Family structures and their significance for schizophrenia
- Family system as a central factor: The sources emphasize that schizophrenia is not just an individual illness, but reflects profound systemic problems within the family.
- Emotional overfocus: Certain family constellations can cause emotional attention to be strongly focused on a child.
- This can be due to talents, gender or early illnesses.
- Children who are the emotional focus can remain trapped in their role and have difficulty detaching.
- Sibling positions: A child’s position in the sibling series can lead to certain role distributions.
- Older children often take on structural responsibility.
- Middle children often act as mediators.
- Youngest children are often responsible for emotional concerns.
- Only children occupy a special position.
- Traumatic circumstances: Children born during difficult times may assume the role of “comforter child”.
Interaction patterns in the family
- Circular communication: Emotional communication patterns are circular rather than linear and can be passed down through generations.
- Stressful communication styles: Families with schizophrenia often exhibit stressful communication patterns.
- High emotional expressivity: This includes impatience, a raised voice, and rapid speech.
- Associative communication: Leaps of thought and unclear statements are typical.
- Indirect and mystifying communication: Conflicts are avoided or described in a roundabout way.
- Double-bind communication: Contradictory messages are sent at different levels simultaneously.
- Conflict avoidance: Families with schizophrenia tend to avoid conflict, often by denying individual perception.
- Chronic relationship conflicts: Constant conflicts and rivalry between parents create a tense atmosphere.
- Divided loyalty: Children can experience a conflict of loyalty when they are caught between their parents.
Parenting styles and roles in the family
- Inconsistent parenting: Inconsistent parenting styles between fathers and mothers are a risk factor.
- Mothers often criticize the lack of involvement of fathers, while fathers ridicule overly involved mothers.
- Over-committed mothers and passive fathers reinforce destructive patterns.
- Mothers are more likely to assert themselves, leading to matriarchal leadership.
- Parenting styles:
- Parenting through punishment (authoritarian).

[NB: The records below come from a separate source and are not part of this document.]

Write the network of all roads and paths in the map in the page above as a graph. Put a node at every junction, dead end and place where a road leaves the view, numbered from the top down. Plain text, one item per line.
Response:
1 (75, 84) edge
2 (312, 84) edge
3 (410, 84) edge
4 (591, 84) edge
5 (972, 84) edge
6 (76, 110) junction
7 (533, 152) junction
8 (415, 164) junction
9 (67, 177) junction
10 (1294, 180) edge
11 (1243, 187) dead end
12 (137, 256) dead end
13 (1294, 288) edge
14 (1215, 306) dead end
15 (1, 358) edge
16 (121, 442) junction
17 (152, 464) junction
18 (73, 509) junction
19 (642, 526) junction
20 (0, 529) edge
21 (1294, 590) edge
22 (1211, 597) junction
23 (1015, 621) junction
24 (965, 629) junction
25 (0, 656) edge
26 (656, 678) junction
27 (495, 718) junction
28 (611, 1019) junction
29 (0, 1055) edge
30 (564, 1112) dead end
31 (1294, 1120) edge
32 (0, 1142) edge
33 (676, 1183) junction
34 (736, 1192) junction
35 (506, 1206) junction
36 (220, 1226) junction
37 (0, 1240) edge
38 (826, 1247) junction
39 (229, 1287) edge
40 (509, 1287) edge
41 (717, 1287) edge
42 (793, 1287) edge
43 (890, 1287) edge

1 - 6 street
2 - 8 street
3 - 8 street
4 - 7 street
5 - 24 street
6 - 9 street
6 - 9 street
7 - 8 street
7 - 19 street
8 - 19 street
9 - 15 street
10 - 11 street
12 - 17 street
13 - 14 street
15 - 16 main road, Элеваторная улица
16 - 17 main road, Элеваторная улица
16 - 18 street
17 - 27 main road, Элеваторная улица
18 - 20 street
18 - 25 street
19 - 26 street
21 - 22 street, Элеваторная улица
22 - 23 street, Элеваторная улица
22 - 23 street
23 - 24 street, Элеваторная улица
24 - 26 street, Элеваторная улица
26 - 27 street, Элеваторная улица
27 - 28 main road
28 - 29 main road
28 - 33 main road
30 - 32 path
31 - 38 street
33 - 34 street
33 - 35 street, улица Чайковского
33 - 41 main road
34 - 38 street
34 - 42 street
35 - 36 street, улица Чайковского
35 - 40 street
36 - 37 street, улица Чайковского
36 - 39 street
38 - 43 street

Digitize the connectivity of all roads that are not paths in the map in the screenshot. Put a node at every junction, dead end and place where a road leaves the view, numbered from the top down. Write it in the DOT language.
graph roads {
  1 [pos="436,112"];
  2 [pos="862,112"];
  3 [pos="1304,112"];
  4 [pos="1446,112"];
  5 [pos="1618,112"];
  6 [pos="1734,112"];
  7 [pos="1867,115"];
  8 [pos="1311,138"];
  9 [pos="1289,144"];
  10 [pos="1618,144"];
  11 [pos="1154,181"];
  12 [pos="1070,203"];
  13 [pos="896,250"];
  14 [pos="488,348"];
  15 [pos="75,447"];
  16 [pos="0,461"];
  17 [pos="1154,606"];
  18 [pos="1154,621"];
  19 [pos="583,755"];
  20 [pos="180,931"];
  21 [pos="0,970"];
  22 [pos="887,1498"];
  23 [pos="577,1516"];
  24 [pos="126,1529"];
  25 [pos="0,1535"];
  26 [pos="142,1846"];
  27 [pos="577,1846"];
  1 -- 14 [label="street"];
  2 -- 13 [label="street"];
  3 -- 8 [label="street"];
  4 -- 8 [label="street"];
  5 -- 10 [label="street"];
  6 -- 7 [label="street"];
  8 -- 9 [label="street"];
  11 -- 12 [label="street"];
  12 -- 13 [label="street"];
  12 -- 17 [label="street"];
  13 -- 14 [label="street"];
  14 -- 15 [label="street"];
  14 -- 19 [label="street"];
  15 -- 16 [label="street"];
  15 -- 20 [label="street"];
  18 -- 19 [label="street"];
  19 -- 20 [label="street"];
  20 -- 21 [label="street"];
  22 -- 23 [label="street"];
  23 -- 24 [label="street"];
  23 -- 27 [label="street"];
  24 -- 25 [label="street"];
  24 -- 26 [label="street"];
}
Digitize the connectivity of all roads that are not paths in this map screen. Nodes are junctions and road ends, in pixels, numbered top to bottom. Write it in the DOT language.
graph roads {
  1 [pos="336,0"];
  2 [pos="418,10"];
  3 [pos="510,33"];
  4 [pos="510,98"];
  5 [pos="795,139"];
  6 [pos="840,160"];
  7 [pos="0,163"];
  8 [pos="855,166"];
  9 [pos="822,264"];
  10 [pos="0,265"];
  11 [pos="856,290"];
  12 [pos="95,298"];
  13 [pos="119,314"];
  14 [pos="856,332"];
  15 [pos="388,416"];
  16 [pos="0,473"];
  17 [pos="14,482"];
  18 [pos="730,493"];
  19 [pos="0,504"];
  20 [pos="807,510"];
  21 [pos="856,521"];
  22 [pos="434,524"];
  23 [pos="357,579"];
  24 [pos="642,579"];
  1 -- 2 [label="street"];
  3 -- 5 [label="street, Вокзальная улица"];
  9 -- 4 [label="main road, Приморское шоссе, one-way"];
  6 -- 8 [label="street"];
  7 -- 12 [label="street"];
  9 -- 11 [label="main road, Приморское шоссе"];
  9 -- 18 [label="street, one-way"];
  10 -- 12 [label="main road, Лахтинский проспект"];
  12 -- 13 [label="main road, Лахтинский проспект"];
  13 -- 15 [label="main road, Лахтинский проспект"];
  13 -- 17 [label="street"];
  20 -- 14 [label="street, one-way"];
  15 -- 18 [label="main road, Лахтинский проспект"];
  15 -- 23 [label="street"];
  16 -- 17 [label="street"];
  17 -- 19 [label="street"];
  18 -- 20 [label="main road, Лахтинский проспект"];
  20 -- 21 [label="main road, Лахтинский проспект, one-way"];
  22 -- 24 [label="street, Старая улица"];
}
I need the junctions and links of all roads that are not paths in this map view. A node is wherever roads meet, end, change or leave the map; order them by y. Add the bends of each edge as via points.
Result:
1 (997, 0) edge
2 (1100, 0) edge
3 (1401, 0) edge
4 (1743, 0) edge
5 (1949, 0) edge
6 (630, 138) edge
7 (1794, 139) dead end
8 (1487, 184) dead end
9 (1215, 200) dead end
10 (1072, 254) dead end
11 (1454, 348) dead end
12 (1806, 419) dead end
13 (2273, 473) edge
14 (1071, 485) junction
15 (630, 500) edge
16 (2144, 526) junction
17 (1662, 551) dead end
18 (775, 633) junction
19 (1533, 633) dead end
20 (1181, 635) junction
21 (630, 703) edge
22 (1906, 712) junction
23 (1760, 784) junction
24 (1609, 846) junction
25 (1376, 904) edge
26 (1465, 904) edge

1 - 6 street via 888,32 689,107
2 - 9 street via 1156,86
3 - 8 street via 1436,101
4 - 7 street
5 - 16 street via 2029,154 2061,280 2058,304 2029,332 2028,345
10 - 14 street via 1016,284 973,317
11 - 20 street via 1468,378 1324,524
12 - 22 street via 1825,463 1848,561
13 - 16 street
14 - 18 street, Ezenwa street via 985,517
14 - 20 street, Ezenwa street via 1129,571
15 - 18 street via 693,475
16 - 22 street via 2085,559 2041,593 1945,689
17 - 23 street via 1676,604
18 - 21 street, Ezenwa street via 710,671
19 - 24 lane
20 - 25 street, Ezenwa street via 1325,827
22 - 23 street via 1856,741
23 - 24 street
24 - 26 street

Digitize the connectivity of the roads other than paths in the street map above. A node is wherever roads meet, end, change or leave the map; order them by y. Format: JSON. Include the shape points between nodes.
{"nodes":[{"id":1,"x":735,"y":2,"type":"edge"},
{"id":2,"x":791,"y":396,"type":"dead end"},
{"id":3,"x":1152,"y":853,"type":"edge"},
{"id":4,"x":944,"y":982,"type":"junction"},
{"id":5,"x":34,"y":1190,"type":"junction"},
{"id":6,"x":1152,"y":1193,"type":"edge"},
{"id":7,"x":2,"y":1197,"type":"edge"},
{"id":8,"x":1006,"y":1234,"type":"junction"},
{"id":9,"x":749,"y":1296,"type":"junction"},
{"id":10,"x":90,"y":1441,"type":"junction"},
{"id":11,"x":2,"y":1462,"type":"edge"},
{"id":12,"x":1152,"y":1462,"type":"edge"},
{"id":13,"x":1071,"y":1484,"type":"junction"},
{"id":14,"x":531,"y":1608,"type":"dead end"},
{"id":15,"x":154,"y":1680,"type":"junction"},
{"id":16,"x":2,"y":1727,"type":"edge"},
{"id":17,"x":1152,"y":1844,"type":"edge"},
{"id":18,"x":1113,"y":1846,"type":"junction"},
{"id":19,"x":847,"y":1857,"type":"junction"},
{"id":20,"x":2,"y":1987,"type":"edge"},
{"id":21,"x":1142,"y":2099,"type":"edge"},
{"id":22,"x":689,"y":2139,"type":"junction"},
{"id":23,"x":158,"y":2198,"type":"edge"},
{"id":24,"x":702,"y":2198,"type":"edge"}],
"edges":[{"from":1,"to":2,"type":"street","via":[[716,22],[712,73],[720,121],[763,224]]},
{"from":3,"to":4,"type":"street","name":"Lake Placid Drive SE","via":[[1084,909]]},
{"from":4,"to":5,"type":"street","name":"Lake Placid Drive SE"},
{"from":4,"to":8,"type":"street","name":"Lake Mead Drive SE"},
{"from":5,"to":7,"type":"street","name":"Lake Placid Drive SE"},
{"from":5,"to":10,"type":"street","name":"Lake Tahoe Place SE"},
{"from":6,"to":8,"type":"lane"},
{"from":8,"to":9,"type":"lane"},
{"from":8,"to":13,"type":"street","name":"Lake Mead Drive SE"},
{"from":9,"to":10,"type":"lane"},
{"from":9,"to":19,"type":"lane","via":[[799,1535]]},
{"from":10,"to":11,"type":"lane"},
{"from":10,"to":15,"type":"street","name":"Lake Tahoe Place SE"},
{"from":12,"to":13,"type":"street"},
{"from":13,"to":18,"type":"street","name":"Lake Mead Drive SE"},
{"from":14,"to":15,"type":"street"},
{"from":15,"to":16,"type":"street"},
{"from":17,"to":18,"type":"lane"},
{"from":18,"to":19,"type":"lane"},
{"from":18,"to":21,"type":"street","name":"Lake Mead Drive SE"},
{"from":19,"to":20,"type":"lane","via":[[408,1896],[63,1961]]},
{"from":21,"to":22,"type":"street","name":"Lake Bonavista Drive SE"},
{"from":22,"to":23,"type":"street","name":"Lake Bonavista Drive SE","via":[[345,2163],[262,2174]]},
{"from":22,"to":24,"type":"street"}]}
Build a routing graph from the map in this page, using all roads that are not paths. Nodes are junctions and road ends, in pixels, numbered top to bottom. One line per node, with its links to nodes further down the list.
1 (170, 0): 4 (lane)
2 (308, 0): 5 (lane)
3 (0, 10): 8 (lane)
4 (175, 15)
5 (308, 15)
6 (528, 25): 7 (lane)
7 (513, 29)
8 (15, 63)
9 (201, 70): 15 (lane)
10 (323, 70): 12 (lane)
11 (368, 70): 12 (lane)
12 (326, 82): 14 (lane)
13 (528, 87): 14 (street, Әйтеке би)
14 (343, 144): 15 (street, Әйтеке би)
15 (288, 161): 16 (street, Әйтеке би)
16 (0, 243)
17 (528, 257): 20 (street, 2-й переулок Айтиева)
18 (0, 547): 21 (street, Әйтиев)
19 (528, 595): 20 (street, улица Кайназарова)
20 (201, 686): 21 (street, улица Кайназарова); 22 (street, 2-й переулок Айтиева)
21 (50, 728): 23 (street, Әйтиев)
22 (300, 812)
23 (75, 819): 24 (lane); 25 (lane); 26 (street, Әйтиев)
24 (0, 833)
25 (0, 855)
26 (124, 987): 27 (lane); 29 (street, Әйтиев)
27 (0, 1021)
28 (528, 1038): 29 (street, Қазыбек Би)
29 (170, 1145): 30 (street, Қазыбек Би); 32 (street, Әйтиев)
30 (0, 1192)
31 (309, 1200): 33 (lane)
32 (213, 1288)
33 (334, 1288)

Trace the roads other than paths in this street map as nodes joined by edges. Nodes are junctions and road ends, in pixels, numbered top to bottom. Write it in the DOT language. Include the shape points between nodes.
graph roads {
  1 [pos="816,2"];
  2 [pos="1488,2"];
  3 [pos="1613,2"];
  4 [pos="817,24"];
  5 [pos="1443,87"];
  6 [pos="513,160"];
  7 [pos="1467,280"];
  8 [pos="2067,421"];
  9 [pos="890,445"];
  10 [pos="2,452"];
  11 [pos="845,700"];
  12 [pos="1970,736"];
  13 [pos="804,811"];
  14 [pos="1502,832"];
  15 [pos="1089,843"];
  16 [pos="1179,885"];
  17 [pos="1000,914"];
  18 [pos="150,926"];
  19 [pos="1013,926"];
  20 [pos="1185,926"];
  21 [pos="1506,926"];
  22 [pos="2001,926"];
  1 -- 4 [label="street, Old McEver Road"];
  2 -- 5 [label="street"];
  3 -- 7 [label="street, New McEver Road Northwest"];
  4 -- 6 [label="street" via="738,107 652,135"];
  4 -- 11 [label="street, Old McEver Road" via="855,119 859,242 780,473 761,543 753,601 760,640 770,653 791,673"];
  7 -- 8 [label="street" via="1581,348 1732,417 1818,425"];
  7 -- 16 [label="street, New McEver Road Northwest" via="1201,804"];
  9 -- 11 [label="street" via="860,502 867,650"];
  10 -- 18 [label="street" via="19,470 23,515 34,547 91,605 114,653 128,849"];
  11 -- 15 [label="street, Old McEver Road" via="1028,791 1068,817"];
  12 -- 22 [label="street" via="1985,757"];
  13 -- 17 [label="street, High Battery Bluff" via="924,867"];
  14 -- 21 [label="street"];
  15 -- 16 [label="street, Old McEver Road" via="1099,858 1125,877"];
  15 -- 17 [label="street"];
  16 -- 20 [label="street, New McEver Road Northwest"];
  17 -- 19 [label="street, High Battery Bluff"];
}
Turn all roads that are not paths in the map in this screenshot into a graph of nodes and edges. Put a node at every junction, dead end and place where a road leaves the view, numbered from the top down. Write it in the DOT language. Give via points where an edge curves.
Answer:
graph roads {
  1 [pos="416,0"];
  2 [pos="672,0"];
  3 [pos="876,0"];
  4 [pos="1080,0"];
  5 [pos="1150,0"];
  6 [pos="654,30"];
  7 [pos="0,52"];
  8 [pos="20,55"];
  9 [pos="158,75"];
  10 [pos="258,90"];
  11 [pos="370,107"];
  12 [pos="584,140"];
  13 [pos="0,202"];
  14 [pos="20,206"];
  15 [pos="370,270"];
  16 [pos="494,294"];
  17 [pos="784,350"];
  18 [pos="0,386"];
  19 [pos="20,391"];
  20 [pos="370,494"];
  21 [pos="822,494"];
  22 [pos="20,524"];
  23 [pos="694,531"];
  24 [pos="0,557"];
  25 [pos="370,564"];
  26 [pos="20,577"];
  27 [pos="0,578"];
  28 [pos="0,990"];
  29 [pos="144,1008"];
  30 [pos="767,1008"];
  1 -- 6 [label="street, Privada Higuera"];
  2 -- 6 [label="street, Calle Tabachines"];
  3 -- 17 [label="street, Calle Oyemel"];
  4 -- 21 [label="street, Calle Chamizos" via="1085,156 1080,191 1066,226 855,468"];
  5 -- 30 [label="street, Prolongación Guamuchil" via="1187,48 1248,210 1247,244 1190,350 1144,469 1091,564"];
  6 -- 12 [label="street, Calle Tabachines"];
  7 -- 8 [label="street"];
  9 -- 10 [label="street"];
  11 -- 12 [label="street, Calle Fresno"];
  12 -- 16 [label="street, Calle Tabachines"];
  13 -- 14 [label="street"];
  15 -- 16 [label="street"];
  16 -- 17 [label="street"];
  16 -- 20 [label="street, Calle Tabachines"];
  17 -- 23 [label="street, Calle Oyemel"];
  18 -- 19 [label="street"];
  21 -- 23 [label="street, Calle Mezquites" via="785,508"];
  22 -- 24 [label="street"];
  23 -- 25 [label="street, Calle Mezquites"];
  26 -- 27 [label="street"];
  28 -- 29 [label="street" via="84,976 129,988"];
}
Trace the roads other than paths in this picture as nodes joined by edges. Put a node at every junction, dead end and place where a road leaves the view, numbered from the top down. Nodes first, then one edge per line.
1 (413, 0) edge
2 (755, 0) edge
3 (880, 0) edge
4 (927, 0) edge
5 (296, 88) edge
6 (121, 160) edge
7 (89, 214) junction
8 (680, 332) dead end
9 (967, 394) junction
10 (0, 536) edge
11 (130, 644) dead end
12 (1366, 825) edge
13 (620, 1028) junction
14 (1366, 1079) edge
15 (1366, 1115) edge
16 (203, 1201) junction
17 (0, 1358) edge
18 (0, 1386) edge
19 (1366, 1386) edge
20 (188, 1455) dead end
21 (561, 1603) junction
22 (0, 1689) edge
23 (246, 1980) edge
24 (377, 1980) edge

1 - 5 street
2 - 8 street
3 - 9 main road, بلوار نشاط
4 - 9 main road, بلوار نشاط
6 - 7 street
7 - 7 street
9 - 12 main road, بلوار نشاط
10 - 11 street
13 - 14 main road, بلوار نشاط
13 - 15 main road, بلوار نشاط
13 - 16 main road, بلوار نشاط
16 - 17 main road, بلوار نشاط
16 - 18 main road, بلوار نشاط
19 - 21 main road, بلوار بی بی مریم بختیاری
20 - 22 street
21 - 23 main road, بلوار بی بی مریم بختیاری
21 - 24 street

- Parenting through cooperation.
- Overprotective mothers: They are often emotionally overinvolved, which leads to control and manipulation strategies.
- Parents as role models: Parents should be a support for their teenagers, not themselves in search of love and understanding.
Further aspects of family structure
- Implicit expectations: Parents‘ unexpressed wishes and dreams can become implicit tasks for the next generation.
- Problems of detachment: Difficulties in detaching from parents, which are passed down through generations, can be a risk factor.
- Unresolved conflicts: Unresolved conflicts from the parents‘ families of origin have a negative effect on the current family situation.
- Projection screen: The family member with schizophrenia often serves as a scapegoat for dysfunction within the system.
Ursula Davatz’s hypothesis
- AD(H)D as a vulnerability factor: Davatz sees the genetic predisposition to AD(H)D as an increased sensitivity and vulnerability that allows those affected to absorb the stress of the family system.
- Family environment: The family environment is more important than genetic factors.
- Gene-environment interaction: The interaction of genes and environment influences the development of schizophrenia.
In summary, family structure is not just a background, but an active factor in the development of schizophrenia. The interactions, role distributions, and emotional patterns within the family have a profound influence on the development of family members, especially those with a genetic predisposition to AD(H)D. It is therefore not just about individual factors, but about a complex interplay within the family system.